(Stored data)
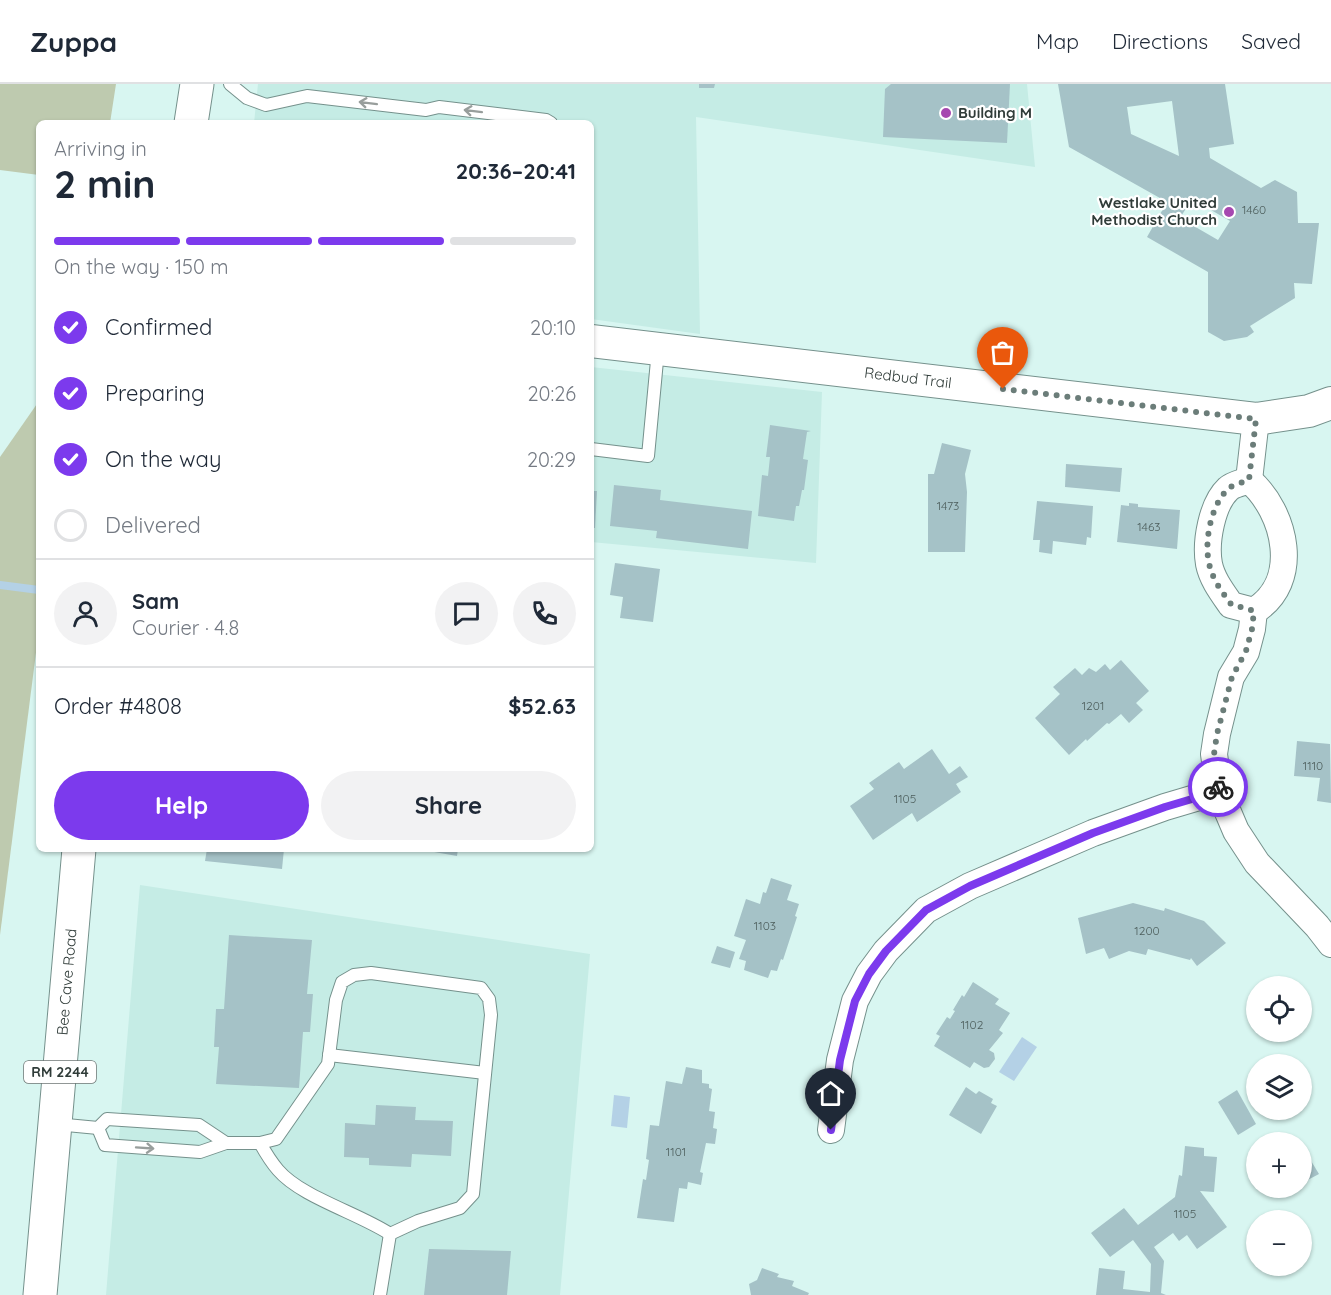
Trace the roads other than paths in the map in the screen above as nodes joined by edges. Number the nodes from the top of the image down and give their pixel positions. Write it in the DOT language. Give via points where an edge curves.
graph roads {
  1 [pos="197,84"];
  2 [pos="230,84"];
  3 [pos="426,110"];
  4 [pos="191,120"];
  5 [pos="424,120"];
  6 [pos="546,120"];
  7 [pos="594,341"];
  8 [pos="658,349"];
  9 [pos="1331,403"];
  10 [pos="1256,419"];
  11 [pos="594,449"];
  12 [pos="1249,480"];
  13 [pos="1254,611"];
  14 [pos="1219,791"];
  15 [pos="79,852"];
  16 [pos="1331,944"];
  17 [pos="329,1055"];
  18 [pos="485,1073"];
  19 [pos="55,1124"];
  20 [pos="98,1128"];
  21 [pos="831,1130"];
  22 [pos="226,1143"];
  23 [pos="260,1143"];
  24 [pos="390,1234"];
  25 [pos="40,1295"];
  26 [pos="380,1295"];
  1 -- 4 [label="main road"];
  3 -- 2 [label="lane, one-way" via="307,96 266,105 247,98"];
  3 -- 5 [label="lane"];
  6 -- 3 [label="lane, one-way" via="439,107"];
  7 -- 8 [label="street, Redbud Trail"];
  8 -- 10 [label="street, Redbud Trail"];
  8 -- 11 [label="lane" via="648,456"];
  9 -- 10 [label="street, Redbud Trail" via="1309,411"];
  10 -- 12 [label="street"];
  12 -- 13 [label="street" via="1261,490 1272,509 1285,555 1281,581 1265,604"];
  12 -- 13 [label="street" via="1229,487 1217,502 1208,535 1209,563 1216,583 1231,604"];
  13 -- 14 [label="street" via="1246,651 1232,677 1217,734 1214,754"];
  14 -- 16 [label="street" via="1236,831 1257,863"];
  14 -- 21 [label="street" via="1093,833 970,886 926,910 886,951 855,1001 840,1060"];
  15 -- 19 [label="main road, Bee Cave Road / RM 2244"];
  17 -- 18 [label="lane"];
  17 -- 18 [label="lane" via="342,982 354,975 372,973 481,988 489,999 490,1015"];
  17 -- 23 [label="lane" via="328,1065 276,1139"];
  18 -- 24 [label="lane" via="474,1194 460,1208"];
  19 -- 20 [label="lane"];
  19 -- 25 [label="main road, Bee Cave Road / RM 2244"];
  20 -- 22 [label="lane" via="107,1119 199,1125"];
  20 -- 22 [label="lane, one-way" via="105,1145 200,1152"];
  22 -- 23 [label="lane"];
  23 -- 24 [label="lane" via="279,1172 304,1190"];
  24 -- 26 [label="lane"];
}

EXERCISE OBJECTIVE -> Copy all of the entries verbatim, leaving out any pictures they contain.

ANSWER SPACE ->
Trace the roads other than paths in the map in the screen above as nodes joined by edges. Number the nodes from the top of the image down and give their pixel positions. Write it in the DOT language. Give via points where an edge curves.
graph roads {
  1 [pos="197,84"];
  2 [pos="230,84"];
  3 [pos="426,110"];
  4 [pos="191,120"];
  5 [pos="424,120"];
  6 [pos="546,120"];
  7 [pos="594,341"];
  8 [pos="658,349"];
  9 [pos="1331,403"];
  10 [pos="1256,419"];
  11 [pos="594,449"];
  12 [pos="1249,480"];
  13 [pos="1254,611"];
  14 [pos="1219,791"];
  15 [pos="79,852"];
  16 [pos="1331,944"];
  17 [pos="329,1055"];
  18 [pos="485,1073"];
  19 [pos="55,1124"];
  20 [pos="98,1128"];
  21 [pos="831,1130"];
  22 [pos="226,1143"];
  23 [pos="260,1143"];
  24 [pos="390,1234"];
  25 [pos="40,1295"];
  26 [pos="380,1295"];
  1 -- 4 [label="main road"];
  3 -- 2 [label="lane, one-way" via="307,96 266,105 247,98"];
  3 -- 5 [label="lane"];
  6 -- 3 [label="lane, one-way" via="439,107"];
  7 -- 8 [label="street, Redbud Trail"];
  8 -- 10 [label="street, Redbud Trail"];
  8 -- 11 [label="lane" via="648,456"];
  9 -- 10 [label="street, Redbud Trail" via="1309,411"];
  10 -- 12 [label="street"];
  12 -- 13 [label="street" via="1261,490 1272,509 1285,555 1281,581 1265,604"];
  12 -- 13 [label="street" via="1229,487 1217,502 1208,535 1209,563 1216,583 1231,604"];
  13 -- 14 [label="street" via="1246,651 1232,677 1217,734 1214,754"];
  14 -- 16 [label="street" via="1236,831 1257,863"];
  14 -- 21 [label="street" via="1093,833 970,886 926,910 886,951 855,1001 840,1060"];
  15 -- 19 [label="main road, Bee Cave Road / RM 2244"];
  17 -- 18 [label="lane"];
  17 -- 18 [label="lane" via="342,982 354,975 372,973 481,988 489,999 490,1015"];
  17 -- 23 [label="lane" via="328,1065 276,1139"];
  18 -- 24 [label="lane" via="474,1194 460,1208"];
  19 -- 20 [label="lane"];
  19 -- 25 [label="main road, Bee Cave Road / RM 2244"];
  20 -- 22 [label="lane" via="107,1119 199,1125"];
  20 -- 22 [label="lane, one-way" via="105,1145 200,1152"];
  22 -- 23 [label="lane"];
  23 -- 24 [label="lane" via="279,1172 304,1190"];
  24 -- 26 [label="lane"];
}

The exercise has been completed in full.